A single element is known as a node . Nodes can be of a dozen different types, but the three most popular are elements, attributes, and text. Given this:

<book cover="soft">PHP Cookbook</book>

PHP's DOM XML functions refer to book as type XML_ELEMENT_NODE , cover="soft" maps to an XML_ATTRIBUTE_NODE , and PHP Cookbook is a XML_TEXT_NODE.

For DOM parsing, PHP uses libxml, developed for the Gnome project. You can download it from http://www.xmlsoft.org. To activate it, configure PHP with --with-dom.

The revamped PHP 4.3 DOM XML functions follow a pattern. You create an object as either an element or a text node, add and set any attributes you want, and then append it to the tree in the spot it belongs.

Before creating elements, create a new document, passing the XML version as the sole argument:

$dom = domxml_new_doc('1.0');

Now create new elements belonging to the document. Despite being associated with a specific document, nodes don't join the document tree until appended:

$book_element = $dom->create_element('book');
$book = $dom->append_child($book_element);

Here a new book element is created and assigned to the object $book_element. To create the document root, append $book_element as a child of the $dom document. The result, $book, refers to the specific element and its location within the DOM object.

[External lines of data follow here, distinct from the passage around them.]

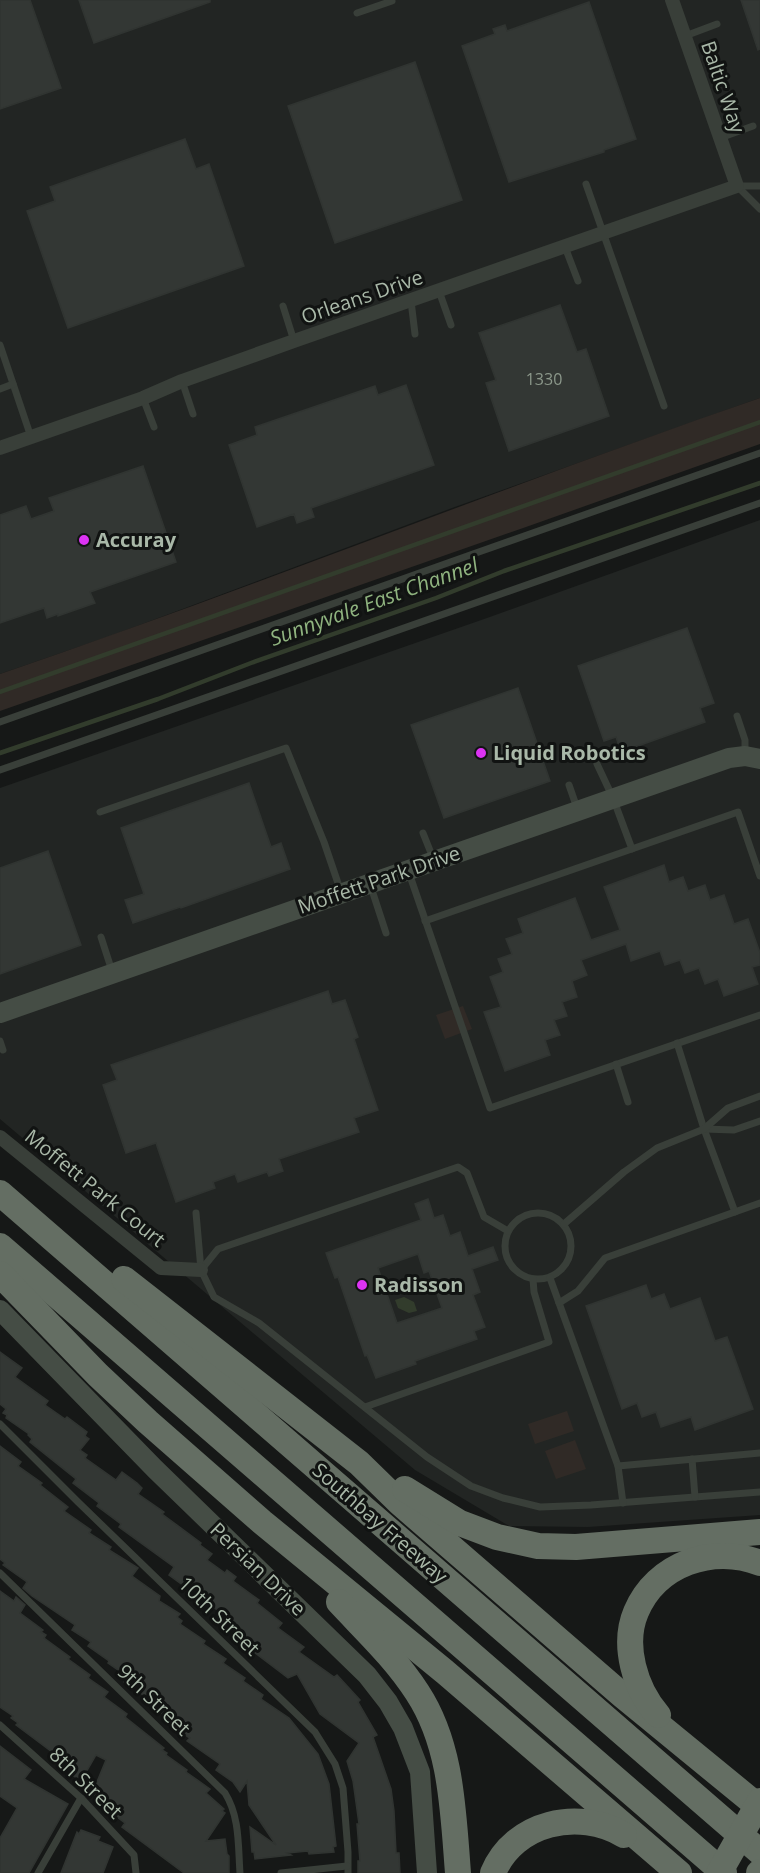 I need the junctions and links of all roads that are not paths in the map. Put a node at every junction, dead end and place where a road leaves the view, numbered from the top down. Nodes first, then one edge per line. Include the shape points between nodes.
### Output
1 (672, 0) edge
2 (392, 1) edge
3 (357, 13) dead end
4 (717, 24) dead end
5 (685, 36) junction
6 (753, 126) dead end
7 (720, 138) junction
8 (586, 184) dead end
9 (737, 186) junction
10 (760, 186) edge
11 (760, 209) edge
12 (603, 234) junction
13 (565, 247) junction
14 (578, 281) dead end
15 (439, 291) junction
16 (411, 301) junction
17 (283, 306) dead end
18 (451, 325) dead end
19 (415, 334) dead end
20 (294, 341) junction
21 (0, 345) edge
22 (182, 381) junction
23 (13, 384) junction
24 (0, 389) edge
25 (142, 398) junction
26 (664, 406) dead end
27 (193, 414) dead end
28 (154, 427) dead end
29 (31, 437) junction
30 (0, 448) edge
31 (760, 453) edge
32 (760, 502) edge
33 (737, 716) dead end
34 (0, 722) edge
35 (752, 758) edge
36 (597, 764) dead end
37 (0, 771) edge
38 (569, 785) dead end
39 (613, 798) junction
40 (578, 810) junction
41 (100, 812) dead end
42 (423, 833) dead end
43 (632, 849) junction
44 (434, 861) junction
45 (408, 870) junction
46 (760, 876) edge
47 (369, 883) junction
48 (341, 893) junction
49 (425, 921) junction
50 (386, 933) dead end
51 (100, 937) dead end
52 (113, 973) junction
53 (0, 1013) edge
54 (760, 1015) edge
55 (0, 1041) edge
56 (677, 1043) junction
57 (3, 1050) dead end
58 (616, 1064) junction
59 (760, 1096) edge
60 (628, 1102) dead end
61 (760, 1121) edge
62 (704, 1129) junction
63 (0, 1137) edge
64 (5, 1197) edge
65 (760, 1203) edge
66 (735, 1212) junction
67 (196, 1213) dead end
68 (564, 1224) junction
69 (508, 1231) junction
70 (0, 1246) edge
71 (201, 1270) junction
72 (0, 1274) edge
73 (550, 1278) junction
74 (533, 1279) junction
75 (560, 1303) junction
76 (0, 1310) edge
77 (364, 1407) junction
78 (0, 1424) edge
79 (760, 1454) edge
80 (692, 1459) junction
81 (359, 1463) junction
82 (618, 1466) junction
83 (760, 1492) edge
84 (695, 1497) junction
85 (623, 1503) junction
86 (262, 1522) junction
87 (760, 1532) edge
88 (760, 1563) edge
89 (0, 1573) edge
90 (0, 1725) edge
91 (682, 1743) junction
92 (81, 1798) junction
93 (760, 1801) edge
94 (760, 1808) edge
95 (760, 1852) edge
96 (670, 1865) edge
97 (347, 1870) edge
98 (38, 1873) edge
99 (136, 1873) edge
100 (240, 1873) edge
101 (281, 1873) edge
102 (427, 1873) edge
103 (458, 1873) edge
104 (493, 1873) edge
105 (719, 1873) edge
106 (724, 1873) edge

1 - 5 street, Baltic Way
2 - 3 lane
4 - 5 lane
5 - 7 street, Baltic Way
6 - 7 lane
7 - 9 street, Baltic Way
8 - 12 lane
9 - 10 lane
9 - 11 lane
9 - 12 street, Orleans Drive
12 - 13 street, Orleans Drive
12 - 26 lane
13 - 14 lane
13 - 15 street, Orleans Drive
15 - 16 street, Orleans Drive
15 - 18 lane
16 - 19 lane
16 - 20 street, Orleans Drive
17 - 20 lane
20 - 22 street, Orleans Drive
21 - 23 lane
22 - 25 street, Orleans Drive
22 - 27 lane
23 - 24 lane
23 - 29 lane
25 - 28 lane
25 - 29 street, Orleans Drive
29 - 30 street, Orleans Drive
31 - 34 lane
32 - 37 lane
33 - 35 lane
35 - 39 street, Moffett Park Drive via 729,758
36 - 39 lane
38 - 40 lane
39 - 40 street, Moffett Park Drive
39 - 43 lane
40 - 44 street, Moffett Park Drive
41 - 48 lane via 286,748
42 - 44 lane
43 - 46 lane via 738,812
43 - 49 lane
44 - 45 street, Moffett Park Drive
45 - 47 street, Moffett Park Drive
45 - 49 lane
47 - 48 street, Moffett Park Drive
47 - 50 lane
48 - 52 street, Moffett Park Drive
49 - 58 lane via 490,1108
51 - 52 lane
52 - 53 street, Moffett Park Drive
54 - 56 lane
55 - 57 lane
56 - 58 lane
56 - 62 lane
58 - 60 lane
59 - 62 lane via 728,1108
61 - 62 lane via 734,1130
62 - 66 lane
62 - 68 lane via 657,1148
63 - 71 street, Moffett Park Court via 161,1268
64 - 81 highway via 117,1274
64 - 95 highway, Southbay Freeway
65 - 66 lane
66 - 75 lane via 605,1258 578,1291
67 - 71 lane
68 - 69 lane via 545,1213 534,1213 514,1222
68 - 73 lane via 572,1244 571,1255 559,1273
69 - 71 lane via 484,1217 467,1173 459,1167 218,1249
69 - 74 lane via 508,1262 514,1270
70 - 106 highway, Southbay Freeway
71 - 77 lane via 214,1297 259,1323
72 - 86 highway via 139,1414
73 - 74 lane
73 - 75 lane
74 - 77 lane via 549,1342
75 - 82 lane
76 - 102 street, Persian Drive via 155,1469 367,1675 388,1702 420,1772
77 - 85 lane via 471,1486 503,1498 540,1507
78 - 97 lane, 10th Street via 315,1732 335,1764 343,1788
79 - 80 lane
80 - 82 lane
80 - 84 lane
81 - 87 highway via 460,1523 538,1546 576,1547
81 - 91 highway via 622,1695
82 - 85 lane
83 - 84 lane
84 - 85 lane
86 - 96 highway
86 - 103 highway via 379,1645 418,1693 433,1721 444,1755 452,1794
88 - 91 highway via 741,1557 696,1559 664,1574 636,1612 630,1636 633,1666 653,1710
89 - 100 lane, 9th Street via 225,1793 236,1815
90 - 92 lane, 8th Street
91 - 94 highway
92 - 98 lane
92 - 99 lane, 8th Street via 134,1855
93 - 105 highway, bridge
96 - 104 highway via 616,1830 570,1820 527,1833 510,1845
97 - 101 lane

All nodes are created by calling a method on $dom. Once a node is created, it can be appended to any element in the tree. The element from which we call the append_child( ) method determines the location in the tree where the node is placed. In the previous case, $book_element is appended to $dom. The element appended to $dom is the top-level node, or the root node.

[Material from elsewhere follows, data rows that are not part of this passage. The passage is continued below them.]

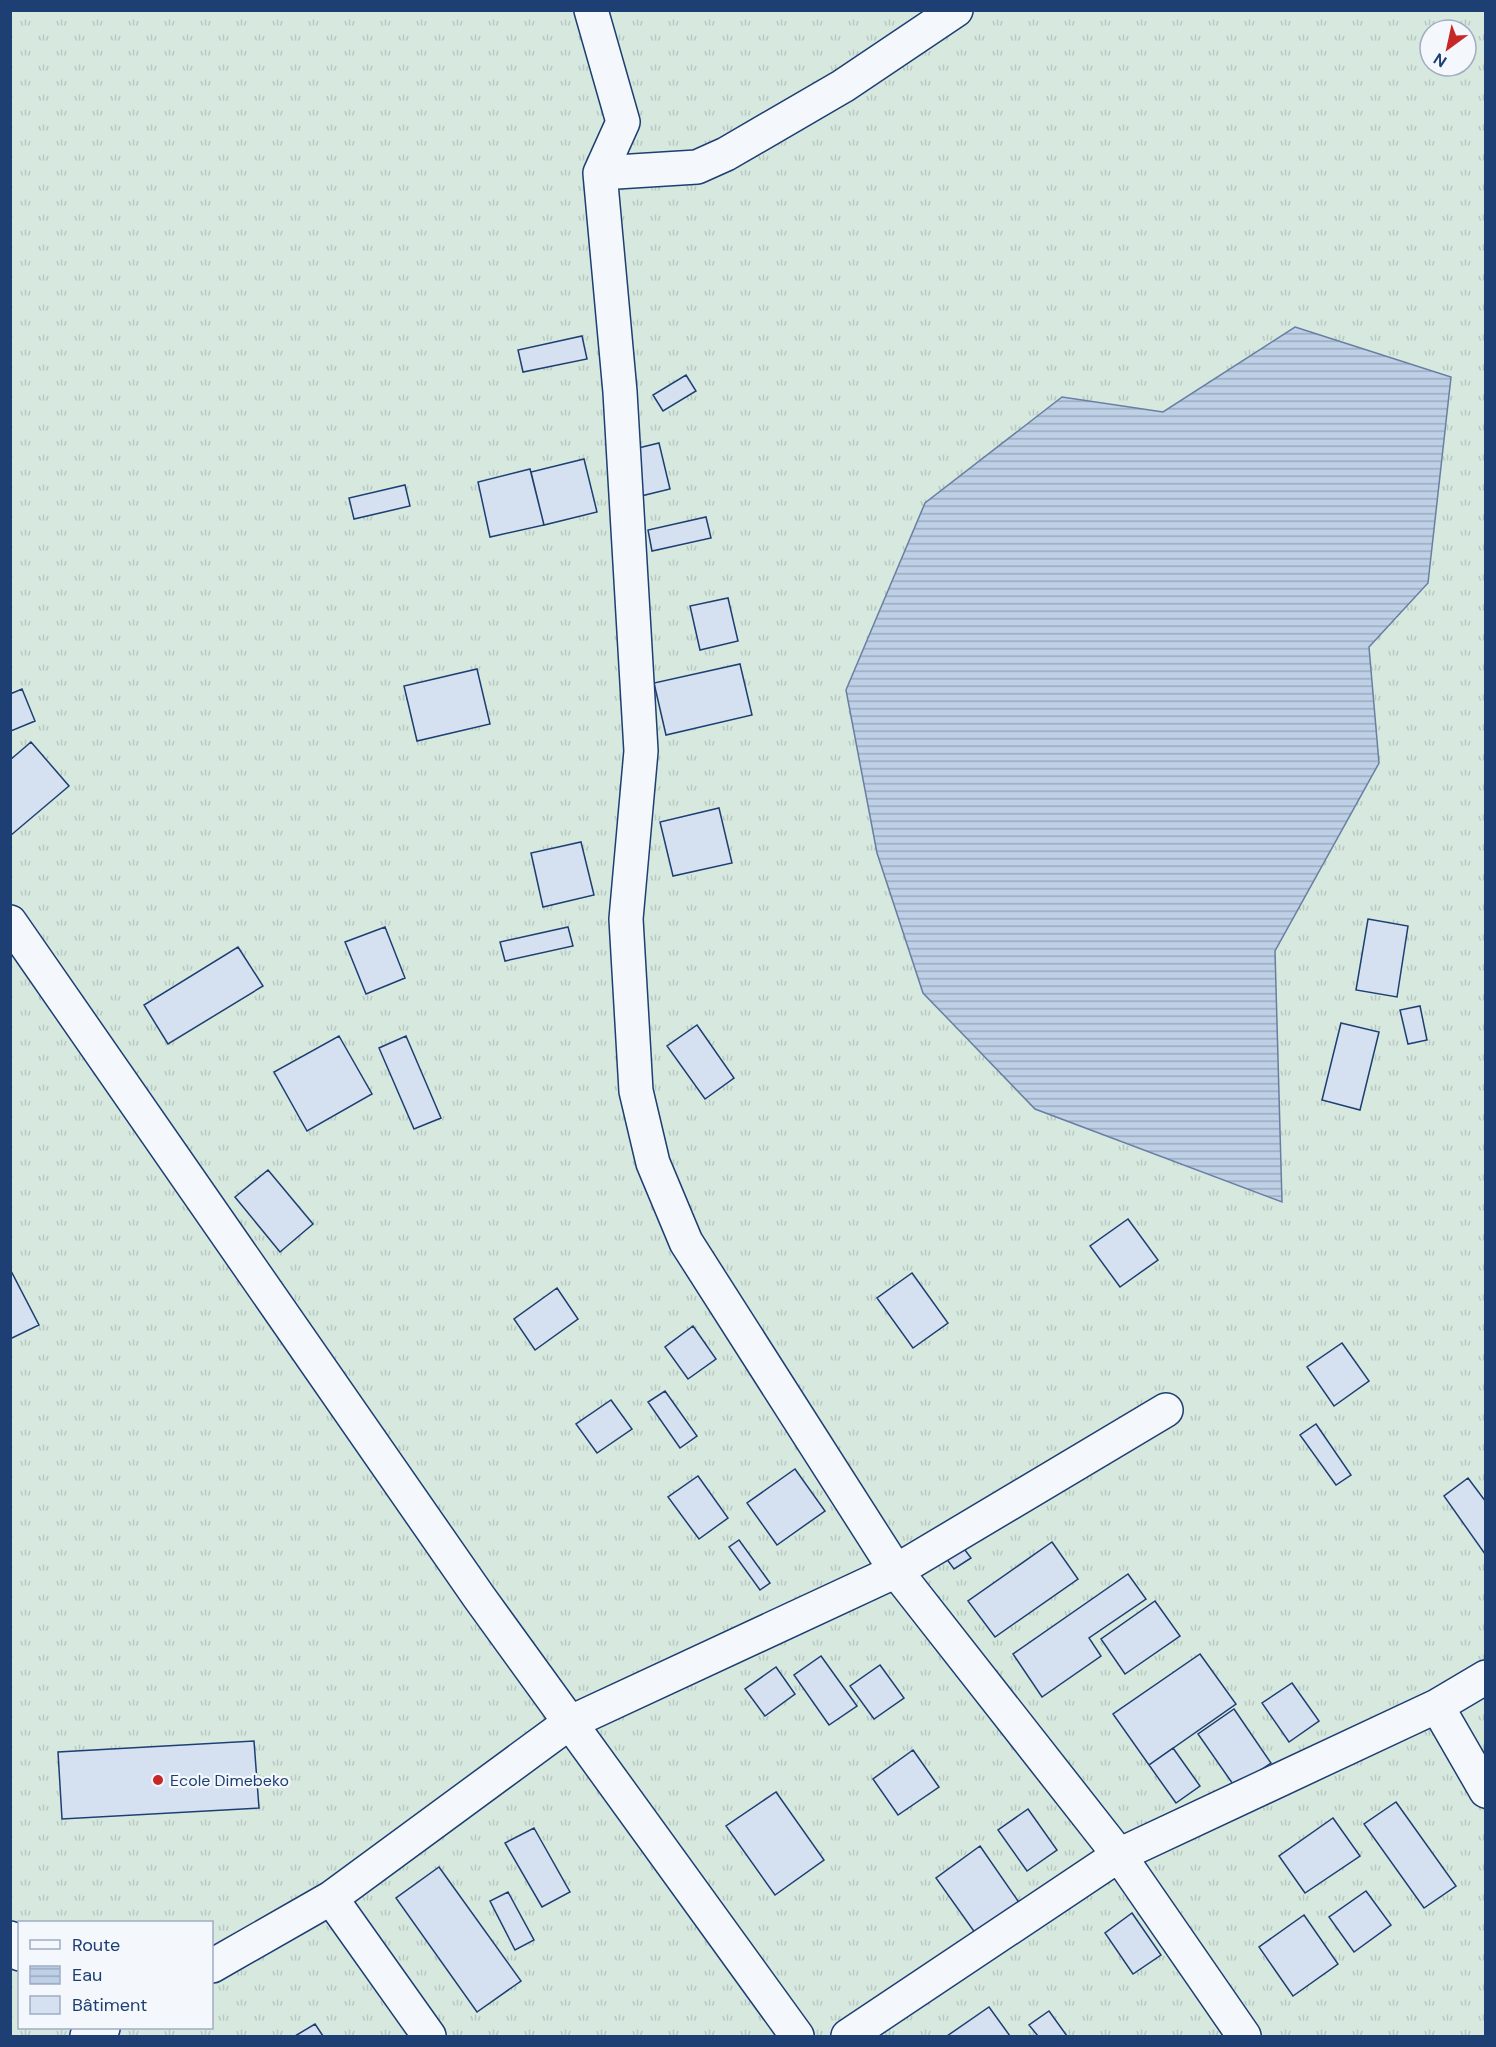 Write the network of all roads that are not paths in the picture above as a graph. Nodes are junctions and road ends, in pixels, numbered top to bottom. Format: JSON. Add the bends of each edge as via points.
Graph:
{"nodes":[{"id":1,"x":591,"y":10,"type":"edge"},
{"id":2,"x":956,"y":10,"type":"edge"},
{"id":3,"x":600,"y":173,"type":"junction"},
{"id":4,"x":10,"y":922,"type":"edge"},
{"id":5,"x":1166,"y":1410,"type":"dead end"},
{"id":6,"x":896,"y":1571,"type":"junction"},
{"id":7,"x":1485,"y":1677,"type":"edge"},
{"id":8,"x":1437,"y":1706,"type":"junction"},
{"id":9,"x":569,"y":1723,"type":"junction"},
{"id":10,"x":1485,"y":1791,"type":"edge"},
{"id":11,"x":1119,"y":1855,"type":"junction"},
{"id":12,"x":332,"y":1898,"type":"junction"},
{"id":13,"x":10,"y":1938,"type":"edge"},
{"id":14,"x":18,"y":1951,"type":"edge"},
{"id":15,"x":213,"y":1965,"type":"edge"},
{"id":16,"x":101,"y":2029,"type":"edge"},
{"id":17,"x":87,"y":2037,"type":"edge"},
{"id":18,"x":429,"y":2037,"type":"edge"},
{"id":19,"x":797,"y":2037,"type":"edge"},
{"id":20,"x":848,"y":2037,"type":"edge"},
{"id":21,"x":1244,"y":2037,"type":"edge"}],
"edges":[{"from":1,"to":3,"type":"street","via":[[622,122]]},
{"from":2,"to":3,"type":"street","via":[[843,86],[726,154],[696,167]]},
{"from":3,"to":6,"type":"street","via":[[620,392],[641,751],[626,919],[636,1091],[654,1163],[686,1242]]},
{"from":4,"to":9,"type":"street"},
{"from":5,"to":6,"type":"street"},
{"from":6,"to":9,"type":"street"},
{"from":6,"to":11,"type":"street"},
{"from":7,"to":8,"type":"street"},
{"from":8,"to":10,"type":"street"},
{"from":8,"to":11,"type":"street"},
{"from":9,"to":12,"type":"street"},
{"from":9,"to":19,"type":"street"},
{"from":11,"to":20,"type":"street"},
{"from":11,"to":21,"type":"street"},
{"from":12,"to":15,"type":"street"},
{"from":12,"to":18,"type":"street"},
{"from":13,"to":14,"type":"street"},
{"from":16,"to":17,"type":"street"}]}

You can also append a new child element to $book. Since $book is a child of $dom, the new element is, by extension, a grandchild of $dom:

$title_element = $dom->create_element('title');
$title = $book->append_child($title_element);

By calling $book->append_child( ), this code places the $title_element element under the $book element.

To add the text inside the <title></title> tags, create a text node using create_text_node( ) and append it to $title:

$text_node = $dom->create_text_node('PHP Cookbook');
$title->append_child($text_node);

Since $title is already added to the document, there's no need to reappend it to $book.

The order in which you append children to nodes isn't important. The following four lines, which first append the text node to $title_element and then to $book, are equivalent to the previous code:

$title_element = $dom->create_element('title');
$text_node = $dom->create_text_node('PHP Cookbook');

$title_element->append_child($text_node);
$book->append_child($title_element);

To add an attribute, call set_attribute( ) upon a node, passing the attribute name and value as arguments:

$title->set_attribute('cover', 'soft');

If you print the title element now, it looks like this:

<title cover="soft">PHP Cookbook</title>

Once you're finished, you can output the document as a string or to a file:

// put the string representation of the XML document in $books
$books = $dom->dump_mem( );

// write the XML document to books.xml
$dom->dump_file('books.xml', false, true);

The only parameter dump_mem( ) takes is an optional boolean value. An empty value or false means "return the string as one long line." A true value causes the XML to be nicely formatted with child nodes indented, like this:

<?xml version="1.0"?>
<book>
  <title cover="soft">PHP Cookbook</title>
</book>

You can pass up to three values to dump_file( ) . The first one, which is mandatory, is the filename. The second is whether the file should be compressed with gzip. The final value is the same pretty formatting option as dump_mem( ).

See Also

Recipe 12.2 for writing XML without DOM; Recipe 12.4 for parsing XML with DOM; documentation on domxml_new_dom( ) at http://www.php.net/domxml-new-dom and the DOM functions in general at http://www.php.net/domxml; more information about the underlying DOM C library at http://xmlsoft.org/.

Parsing XML with the DOM

Problem

You want to parse an XML file using the DOM API. This puts the file into a tree, which you can process using DOM functions. With the DOM, it's easy to search for and retrieve elements that fit a certain set of criteria.

Solution

Use PHP's DOM XML extension. Here's how to read XML from a file:

$dom = domxml_open_file('books.xml');

Here's how to read XML from a variable:

$dom = domxml_open_mem($books);

You can also get just a single node. Here's how to get the root node:

$root = $dom->document_element( );

Here's how to do a depth-first recursion to process all the nodes in a document:

function process_node($node) {
    if ($node->has_child_nodes( )) {
        foreach($node->child_nodes( ) as $n) {
            process_node($n);
        }
    }

    // process leaves
    if ($node->node_type( ) =  = XML_TEXT_NODE) {
        $content = rtrim($node->node_value( ));
        if (!empty($content)) {
            print "$content\n";
        }
    }

}
process_node($root);

Discussion

The W3C's DOM provides a platform- and language-neutral method that specifies the structure and content of a document. Using the DOM, you can read an XML document into a tree of nodes and then maneuver through the tree to locate information about a particular element or elements that match your criteria. This is called tree-based parsing . In contrast, the non-DOM XML functions allow you to do event-based parsing.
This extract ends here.